Thanks for that. My final question for Parfa on BBRG. You mentioned stepping up output in North America and Europe, referring to the operational issues of 2024. Can you just remind us what was the negative impact on sales and EBIT of those issues in 2024? We know what to adjust for in 2025.
Good thing our memory.
We say satisfies people are not suffering so much. It was more on the profitability because of the operational issues.
Mm-hmm.
We were coming back in Q4. If you look at the margins, we were, I think, 2-4% below normal margins for the first part of the year. That gives you some magnitude.
All right. Those were my questions. Thank you, gentlemen.
Thanks, Martijn.
Thank you. Our next question is coming from Chase Coughlan with Van Lanschot Kempen. Your line is live.
Yes, good morning all, and thank you for taking my questions. I'd like to take it back to SWS. Of course, you spoke to quite a strong energy and utilities market also in terms of the order book there. I'm just wondering, do you believe there's any pull forward effect in the first quarter, in that business in the US, given obviously the ongoing tariff uncertainty? Was there sort of an artificial pull forward effect, or can we also extrapolate that sort of performance for the rest of the year?
Sorry, Chase, we got a little bit of breakup in your question. If I understood correctly, what was the question, the timing of revenues in SWS, whether there's anything that was advanced from the normal pacing?
Yeah, exactly. Was there any pull forward in that business?
I think not. No, I mean, it's a business that continues to perform well, and no particular accelerations. I guess, getting to your question, it's as a function of tariffs, but obviously potential uncertainty on the horizon.
All right. That's clear. I have more of a strategic question, I suppose. You speak a lot about your local supply chains and your global footprint. I'm wondering, do you see any sort of opportunity for you to actually gain market share in this environment, especially perhaps in the tire cord business where a lot of the peers are more Asian manufactured?

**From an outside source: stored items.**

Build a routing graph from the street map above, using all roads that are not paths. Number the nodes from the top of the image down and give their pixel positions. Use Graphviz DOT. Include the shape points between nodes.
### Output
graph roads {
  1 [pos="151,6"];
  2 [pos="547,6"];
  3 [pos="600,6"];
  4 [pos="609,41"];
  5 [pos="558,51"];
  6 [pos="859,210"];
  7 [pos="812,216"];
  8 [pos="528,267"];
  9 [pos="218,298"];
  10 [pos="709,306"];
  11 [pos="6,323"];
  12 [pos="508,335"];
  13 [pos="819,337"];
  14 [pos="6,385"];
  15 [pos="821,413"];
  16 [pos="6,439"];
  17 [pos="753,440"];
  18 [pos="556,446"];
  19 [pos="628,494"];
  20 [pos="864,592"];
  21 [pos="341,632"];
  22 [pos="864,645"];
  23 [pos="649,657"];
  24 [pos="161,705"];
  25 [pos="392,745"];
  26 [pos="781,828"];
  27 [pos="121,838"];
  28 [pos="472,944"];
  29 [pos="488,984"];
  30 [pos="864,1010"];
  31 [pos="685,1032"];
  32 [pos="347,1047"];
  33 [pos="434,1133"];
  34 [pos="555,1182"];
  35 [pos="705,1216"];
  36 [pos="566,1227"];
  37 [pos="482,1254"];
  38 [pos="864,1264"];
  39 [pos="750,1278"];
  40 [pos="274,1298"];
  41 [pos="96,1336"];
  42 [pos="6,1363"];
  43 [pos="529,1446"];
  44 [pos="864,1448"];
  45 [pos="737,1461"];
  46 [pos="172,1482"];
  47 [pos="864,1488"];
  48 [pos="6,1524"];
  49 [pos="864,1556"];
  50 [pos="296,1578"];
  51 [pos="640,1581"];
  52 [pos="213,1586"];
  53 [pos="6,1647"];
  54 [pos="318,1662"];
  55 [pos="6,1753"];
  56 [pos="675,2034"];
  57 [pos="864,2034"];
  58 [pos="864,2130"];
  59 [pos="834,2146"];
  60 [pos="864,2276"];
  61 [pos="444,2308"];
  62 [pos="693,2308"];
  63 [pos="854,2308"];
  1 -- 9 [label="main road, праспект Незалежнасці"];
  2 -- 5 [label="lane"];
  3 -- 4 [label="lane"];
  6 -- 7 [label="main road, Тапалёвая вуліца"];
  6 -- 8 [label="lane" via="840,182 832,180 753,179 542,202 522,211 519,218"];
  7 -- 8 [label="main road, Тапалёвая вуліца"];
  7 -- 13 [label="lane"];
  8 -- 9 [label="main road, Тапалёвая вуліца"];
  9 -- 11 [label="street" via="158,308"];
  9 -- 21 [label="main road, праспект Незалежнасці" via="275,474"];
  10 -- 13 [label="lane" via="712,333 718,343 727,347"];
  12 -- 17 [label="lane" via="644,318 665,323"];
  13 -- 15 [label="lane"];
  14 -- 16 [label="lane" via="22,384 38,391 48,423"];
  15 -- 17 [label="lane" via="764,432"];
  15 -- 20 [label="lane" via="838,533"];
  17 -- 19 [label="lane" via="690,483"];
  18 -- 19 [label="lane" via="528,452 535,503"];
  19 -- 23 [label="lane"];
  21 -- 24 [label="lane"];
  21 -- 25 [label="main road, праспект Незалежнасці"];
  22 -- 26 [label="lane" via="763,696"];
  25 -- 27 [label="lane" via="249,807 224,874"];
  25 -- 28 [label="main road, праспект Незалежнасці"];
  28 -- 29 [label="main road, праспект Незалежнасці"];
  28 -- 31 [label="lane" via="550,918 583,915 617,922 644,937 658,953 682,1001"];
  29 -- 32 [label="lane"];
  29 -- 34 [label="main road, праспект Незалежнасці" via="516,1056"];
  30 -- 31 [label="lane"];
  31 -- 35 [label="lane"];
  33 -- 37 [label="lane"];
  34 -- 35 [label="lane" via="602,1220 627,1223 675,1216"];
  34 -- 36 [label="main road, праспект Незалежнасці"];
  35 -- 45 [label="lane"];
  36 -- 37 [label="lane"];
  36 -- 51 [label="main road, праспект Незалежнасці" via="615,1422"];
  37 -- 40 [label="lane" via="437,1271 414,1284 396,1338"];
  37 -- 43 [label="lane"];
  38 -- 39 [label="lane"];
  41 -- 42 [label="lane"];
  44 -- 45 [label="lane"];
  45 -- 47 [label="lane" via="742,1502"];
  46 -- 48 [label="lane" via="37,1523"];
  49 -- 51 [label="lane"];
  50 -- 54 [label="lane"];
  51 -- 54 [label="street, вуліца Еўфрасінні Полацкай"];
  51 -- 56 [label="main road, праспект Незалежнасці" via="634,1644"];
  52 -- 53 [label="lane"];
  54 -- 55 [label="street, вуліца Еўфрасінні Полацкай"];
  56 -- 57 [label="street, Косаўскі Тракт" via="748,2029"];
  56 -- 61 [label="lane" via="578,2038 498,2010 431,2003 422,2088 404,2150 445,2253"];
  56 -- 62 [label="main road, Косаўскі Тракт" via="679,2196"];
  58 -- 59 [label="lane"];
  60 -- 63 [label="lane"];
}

Do you see any opportunities there that you can pursue?
No, it's correct. In the context where, let's say, more local-for-local trade versus global trade, of course, with the global footprint gives us opportunity. We are working on that to seize these opportunities. Now, what we see is that our customers don't change their sourcing strategy so quickly, correct? It takes some time to work things through. Certainly, it will be a positive context for us, on grasping local demand, yeah.
Okay, that's great. Those are my questions. Thank you.
Thank you. As we have no further questions on the lines at this time, I'd like to hand it back to management for any closing remarks.
All right. Good. First of all, thanks for joining this morning. Thanks for your questions. We will continue in Kortrijk with, in one hour, the general assembly. Wish you a good day and thanks for your time on connecting with us today.
Thank you.
Thank you. This does conclude today's call. You may disconnect your lines at this time and have a wonderful rest of your day. We thank you for your participation.